After a brief introduction from Les Moonves, CBS Corp.’s (NYSE: CBS) president and CEO, CBS Radio executives took the stage attempting to convince advertisers that radio is not dead. Dan Mason, CBS Radio’s president and CEO, claimed that “$1 billion in ad dollars were spent telling you that the iPod and satellite radio will lead to the death of radio. That’s a myth. Like when you were told the eight-track tapes, cassettes and the CD would sign radio’s death warrant. To say that an iPod or satellite radio, with little or no human connection will ever replace radio is absurd.” After that, Mason’s second goal was to call attention to CBS Radio’s intention to make use of digital distribution, even as CBS Radio and its peers struggle to cope with the additional competition from those platforms.
— Wireless since 1928: David Goodman, president of the digital media group, tried to make the case that CBS radio was in the wireless business 80 years and therefore, has seen all kinds of challenges meant to bury radio. But he insisted that internet radio is more friend than foe and hopes CBS can tout the ad advantages over other platforms. “Internet radio is more popular than mobile audio streaming or satellite. Initially, we were nervous about cannibalization. What we found was that it amplifies our listenership. People go from their car to their office and put on their media player. They’re listening more and for longer periods.”
— Never having to listen to the Eagles: Goodman then unveiled the big news of the day: a new media player desktop app that brings together song personalization and recommendation for users, with a broad, contexual canvas for marketers to reach listeners.

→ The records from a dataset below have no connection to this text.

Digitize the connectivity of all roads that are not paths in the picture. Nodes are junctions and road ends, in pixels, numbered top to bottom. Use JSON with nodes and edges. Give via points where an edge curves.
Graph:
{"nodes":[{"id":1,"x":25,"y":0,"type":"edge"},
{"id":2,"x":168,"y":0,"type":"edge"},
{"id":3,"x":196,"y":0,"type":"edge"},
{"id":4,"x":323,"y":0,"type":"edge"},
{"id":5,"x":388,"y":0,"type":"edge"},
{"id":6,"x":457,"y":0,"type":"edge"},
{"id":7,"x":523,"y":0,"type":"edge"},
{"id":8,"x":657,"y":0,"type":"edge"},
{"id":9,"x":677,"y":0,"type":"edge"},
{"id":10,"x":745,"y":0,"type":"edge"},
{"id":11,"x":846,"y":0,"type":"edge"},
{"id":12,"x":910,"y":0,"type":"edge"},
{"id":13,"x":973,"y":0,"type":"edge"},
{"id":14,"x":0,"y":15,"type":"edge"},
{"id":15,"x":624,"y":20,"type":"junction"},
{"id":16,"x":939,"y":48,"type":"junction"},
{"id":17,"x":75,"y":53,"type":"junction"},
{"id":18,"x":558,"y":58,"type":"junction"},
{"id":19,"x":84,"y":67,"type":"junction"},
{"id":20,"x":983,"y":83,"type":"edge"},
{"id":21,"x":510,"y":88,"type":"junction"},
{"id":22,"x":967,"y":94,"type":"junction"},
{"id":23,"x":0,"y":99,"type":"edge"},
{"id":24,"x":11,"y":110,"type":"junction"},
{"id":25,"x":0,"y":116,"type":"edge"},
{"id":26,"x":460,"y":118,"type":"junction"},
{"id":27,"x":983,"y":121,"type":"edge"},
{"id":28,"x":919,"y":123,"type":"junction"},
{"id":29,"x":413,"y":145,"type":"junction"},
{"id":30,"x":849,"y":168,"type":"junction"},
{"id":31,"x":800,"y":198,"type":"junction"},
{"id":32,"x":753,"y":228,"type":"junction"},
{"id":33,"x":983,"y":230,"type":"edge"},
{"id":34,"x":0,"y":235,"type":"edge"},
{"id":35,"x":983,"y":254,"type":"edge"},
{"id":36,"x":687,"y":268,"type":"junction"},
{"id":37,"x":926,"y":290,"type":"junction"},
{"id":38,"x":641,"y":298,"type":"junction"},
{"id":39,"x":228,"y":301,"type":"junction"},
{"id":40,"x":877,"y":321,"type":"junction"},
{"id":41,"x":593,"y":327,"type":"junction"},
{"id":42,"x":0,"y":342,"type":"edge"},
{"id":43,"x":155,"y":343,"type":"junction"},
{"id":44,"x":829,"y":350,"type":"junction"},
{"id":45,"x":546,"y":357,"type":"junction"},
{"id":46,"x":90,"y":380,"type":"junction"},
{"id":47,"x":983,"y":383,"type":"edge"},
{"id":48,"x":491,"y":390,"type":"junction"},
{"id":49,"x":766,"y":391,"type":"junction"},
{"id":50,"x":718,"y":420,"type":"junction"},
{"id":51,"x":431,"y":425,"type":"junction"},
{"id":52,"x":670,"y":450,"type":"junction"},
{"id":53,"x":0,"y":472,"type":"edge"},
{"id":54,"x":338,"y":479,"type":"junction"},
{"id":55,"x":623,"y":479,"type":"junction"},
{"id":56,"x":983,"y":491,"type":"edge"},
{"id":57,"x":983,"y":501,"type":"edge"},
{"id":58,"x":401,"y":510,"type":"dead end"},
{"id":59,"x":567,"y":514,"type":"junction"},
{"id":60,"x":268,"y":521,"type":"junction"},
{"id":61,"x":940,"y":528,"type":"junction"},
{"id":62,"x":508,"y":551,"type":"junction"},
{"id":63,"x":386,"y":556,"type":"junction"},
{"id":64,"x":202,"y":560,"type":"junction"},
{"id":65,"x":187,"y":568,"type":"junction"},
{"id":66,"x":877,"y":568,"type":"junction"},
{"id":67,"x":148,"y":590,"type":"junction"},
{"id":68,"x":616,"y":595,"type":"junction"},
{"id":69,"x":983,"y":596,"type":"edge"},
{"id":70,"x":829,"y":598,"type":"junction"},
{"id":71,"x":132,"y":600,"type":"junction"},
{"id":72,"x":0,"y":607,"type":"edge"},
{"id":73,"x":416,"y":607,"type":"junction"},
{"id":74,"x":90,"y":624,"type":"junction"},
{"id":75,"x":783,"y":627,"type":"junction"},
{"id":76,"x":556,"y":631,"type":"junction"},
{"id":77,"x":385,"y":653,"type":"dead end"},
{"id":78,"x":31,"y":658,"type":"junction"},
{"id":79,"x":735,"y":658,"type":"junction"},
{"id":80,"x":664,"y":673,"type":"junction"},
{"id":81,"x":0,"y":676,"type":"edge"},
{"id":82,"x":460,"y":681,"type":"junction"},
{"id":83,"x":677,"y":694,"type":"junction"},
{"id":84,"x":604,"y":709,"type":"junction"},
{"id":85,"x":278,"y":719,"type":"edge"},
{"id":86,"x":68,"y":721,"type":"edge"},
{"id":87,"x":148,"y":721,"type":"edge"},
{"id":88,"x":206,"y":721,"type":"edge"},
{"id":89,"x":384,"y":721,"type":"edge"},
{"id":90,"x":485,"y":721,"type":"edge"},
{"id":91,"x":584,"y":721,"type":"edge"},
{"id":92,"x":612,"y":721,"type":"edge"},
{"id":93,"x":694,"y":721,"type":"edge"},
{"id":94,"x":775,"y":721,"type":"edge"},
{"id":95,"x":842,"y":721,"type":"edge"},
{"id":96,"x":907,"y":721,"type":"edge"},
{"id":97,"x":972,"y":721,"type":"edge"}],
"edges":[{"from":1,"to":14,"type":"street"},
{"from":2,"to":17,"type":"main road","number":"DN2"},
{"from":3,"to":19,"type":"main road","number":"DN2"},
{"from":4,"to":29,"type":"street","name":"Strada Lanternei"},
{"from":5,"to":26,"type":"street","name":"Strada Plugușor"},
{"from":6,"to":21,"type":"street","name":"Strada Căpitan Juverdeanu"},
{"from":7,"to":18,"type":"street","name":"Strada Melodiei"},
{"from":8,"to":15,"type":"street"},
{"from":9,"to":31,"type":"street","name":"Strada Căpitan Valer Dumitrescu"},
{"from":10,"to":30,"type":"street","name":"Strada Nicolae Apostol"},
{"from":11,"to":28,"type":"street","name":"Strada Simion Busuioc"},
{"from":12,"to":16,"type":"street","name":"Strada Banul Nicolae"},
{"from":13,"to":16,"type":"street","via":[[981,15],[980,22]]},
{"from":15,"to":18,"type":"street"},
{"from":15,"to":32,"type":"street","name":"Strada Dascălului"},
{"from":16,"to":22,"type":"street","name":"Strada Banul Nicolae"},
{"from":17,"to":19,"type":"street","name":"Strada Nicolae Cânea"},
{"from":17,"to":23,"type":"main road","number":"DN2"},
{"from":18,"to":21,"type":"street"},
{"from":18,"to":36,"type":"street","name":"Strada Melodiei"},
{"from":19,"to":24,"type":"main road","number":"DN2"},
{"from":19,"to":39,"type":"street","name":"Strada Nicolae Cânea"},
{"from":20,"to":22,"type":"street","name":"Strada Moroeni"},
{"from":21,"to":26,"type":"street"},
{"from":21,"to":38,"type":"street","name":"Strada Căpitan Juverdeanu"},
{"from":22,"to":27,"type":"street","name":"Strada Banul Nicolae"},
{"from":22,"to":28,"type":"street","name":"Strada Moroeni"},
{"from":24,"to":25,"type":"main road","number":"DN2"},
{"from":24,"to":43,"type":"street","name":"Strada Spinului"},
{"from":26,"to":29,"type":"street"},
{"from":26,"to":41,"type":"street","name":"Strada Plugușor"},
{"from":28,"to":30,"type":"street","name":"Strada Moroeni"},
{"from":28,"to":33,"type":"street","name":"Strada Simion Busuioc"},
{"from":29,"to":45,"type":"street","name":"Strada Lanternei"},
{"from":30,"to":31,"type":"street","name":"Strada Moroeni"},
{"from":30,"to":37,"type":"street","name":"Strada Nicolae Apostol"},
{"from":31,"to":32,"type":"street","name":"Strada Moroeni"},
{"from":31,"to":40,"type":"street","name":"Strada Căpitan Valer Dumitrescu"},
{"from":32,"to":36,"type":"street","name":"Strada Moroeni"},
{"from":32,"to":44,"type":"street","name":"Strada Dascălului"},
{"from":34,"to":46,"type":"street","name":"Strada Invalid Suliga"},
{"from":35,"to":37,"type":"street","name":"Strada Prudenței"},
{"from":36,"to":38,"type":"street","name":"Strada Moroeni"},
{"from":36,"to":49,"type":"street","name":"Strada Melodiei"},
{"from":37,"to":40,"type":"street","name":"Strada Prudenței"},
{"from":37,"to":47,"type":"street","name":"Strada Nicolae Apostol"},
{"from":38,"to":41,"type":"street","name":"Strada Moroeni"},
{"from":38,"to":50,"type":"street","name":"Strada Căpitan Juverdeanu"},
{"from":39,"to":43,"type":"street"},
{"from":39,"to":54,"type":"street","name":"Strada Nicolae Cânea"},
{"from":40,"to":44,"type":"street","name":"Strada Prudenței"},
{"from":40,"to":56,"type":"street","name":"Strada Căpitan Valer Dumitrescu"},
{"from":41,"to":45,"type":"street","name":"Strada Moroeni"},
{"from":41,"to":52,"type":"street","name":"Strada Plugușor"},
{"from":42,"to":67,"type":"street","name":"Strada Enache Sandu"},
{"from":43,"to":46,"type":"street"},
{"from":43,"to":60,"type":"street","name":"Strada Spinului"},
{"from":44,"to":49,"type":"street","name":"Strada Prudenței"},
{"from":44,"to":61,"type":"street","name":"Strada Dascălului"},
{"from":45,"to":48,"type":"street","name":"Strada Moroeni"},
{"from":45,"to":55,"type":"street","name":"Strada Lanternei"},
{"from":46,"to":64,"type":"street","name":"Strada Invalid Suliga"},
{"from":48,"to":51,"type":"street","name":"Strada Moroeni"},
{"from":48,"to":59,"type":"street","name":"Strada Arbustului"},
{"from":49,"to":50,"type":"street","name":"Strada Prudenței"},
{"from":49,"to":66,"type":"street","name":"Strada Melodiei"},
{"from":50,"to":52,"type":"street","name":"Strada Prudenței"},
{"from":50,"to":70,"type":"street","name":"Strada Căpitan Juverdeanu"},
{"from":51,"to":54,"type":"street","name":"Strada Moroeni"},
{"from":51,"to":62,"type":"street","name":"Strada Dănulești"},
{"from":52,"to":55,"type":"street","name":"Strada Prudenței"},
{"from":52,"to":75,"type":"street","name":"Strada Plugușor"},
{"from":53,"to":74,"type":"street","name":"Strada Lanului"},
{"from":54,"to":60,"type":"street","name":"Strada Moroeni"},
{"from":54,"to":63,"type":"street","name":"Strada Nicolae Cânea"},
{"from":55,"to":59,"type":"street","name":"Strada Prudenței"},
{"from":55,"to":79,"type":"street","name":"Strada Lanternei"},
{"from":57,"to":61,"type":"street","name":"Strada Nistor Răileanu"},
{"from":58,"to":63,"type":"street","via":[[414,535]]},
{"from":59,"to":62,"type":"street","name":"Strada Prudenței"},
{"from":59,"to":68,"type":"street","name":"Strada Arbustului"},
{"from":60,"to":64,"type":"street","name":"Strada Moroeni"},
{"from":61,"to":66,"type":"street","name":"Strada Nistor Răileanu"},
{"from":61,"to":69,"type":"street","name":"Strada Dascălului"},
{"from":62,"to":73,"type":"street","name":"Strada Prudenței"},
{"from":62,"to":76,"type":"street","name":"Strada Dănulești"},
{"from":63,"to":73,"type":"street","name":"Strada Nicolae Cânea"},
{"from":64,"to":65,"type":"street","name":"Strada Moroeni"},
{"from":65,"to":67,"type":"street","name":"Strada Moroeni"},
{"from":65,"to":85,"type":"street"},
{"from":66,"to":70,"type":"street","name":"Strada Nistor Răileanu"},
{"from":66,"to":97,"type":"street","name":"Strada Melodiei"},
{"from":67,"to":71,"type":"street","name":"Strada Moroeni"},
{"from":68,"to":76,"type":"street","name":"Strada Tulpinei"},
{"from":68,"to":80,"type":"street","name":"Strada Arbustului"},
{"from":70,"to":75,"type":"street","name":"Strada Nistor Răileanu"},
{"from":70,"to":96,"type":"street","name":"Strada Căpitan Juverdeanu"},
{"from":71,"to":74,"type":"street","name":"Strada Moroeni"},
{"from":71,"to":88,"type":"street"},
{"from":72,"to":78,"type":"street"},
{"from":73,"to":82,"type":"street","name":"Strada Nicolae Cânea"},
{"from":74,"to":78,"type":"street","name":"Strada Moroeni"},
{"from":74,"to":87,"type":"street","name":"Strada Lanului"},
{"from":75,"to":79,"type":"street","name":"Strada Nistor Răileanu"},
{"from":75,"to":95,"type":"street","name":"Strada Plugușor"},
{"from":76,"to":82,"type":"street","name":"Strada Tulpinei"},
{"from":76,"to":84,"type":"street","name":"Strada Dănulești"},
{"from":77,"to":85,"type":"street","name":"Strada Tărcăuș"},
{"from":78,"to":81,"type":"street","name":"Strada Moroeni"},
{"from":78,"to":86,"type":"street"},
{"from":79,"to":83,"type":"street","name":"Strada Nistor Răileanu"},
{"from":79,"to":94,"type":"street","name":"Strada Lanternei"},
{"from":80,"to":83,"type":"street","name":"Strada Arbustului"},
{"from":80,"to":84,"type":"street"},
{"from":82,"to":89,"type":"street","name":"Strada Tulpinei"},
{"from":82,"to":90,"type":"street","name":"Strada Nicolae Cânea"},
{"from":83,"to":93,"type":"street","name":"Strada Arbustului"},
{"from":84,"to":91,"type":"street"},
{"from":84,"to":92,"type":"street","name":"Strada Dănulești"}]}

The new media player, called Play.It, groups all stations in the CBS Radio network together, providing a wide choice of formats for users and advertisers. The player features large space for contextual ads that displays marketers’ slides, along with banner ads that are synched with the content coming out of the player. For example, if a talk station is discussing news about automobiles, a car ad might pop up. On the entertainment side, the player boasts e-commerce links that might sell concert tickets tied to an artist who’s being played. Listeners will be able to tune in new internet-only stations, such as an archives site from New York City classic rock station WNEW. As for the personalization function, users can type in an artists’ name and build a playlist based on automated recommendations. For example, Goodman demonstrated a playlist formed around Bruce Springsteen. Play.It then offers recommendations based on what a user has already chosen. Users can refine it by excluding certain artists. In Goodman’s case, he showed how he has banned all Eagles’ songs from his Play.It list.
— AOL (NYSE: TWX) Radio: The deal that CBS and AOL Radio announced last month is key to CBS Radio achieving its goal of being the “number one internet radio station.” Goodman claimed that will be the case when the unified AOL/CBS network launches next month. That led into further promises of the much talked about integration with Last.fm, which CBS bought last May for $280 million. Lastly, Goodman previewed a new internet radio ad program Called the i5 – with a logo designed like an official Interstate Highway sign – that promises seamless cross-network, cross-platform deals.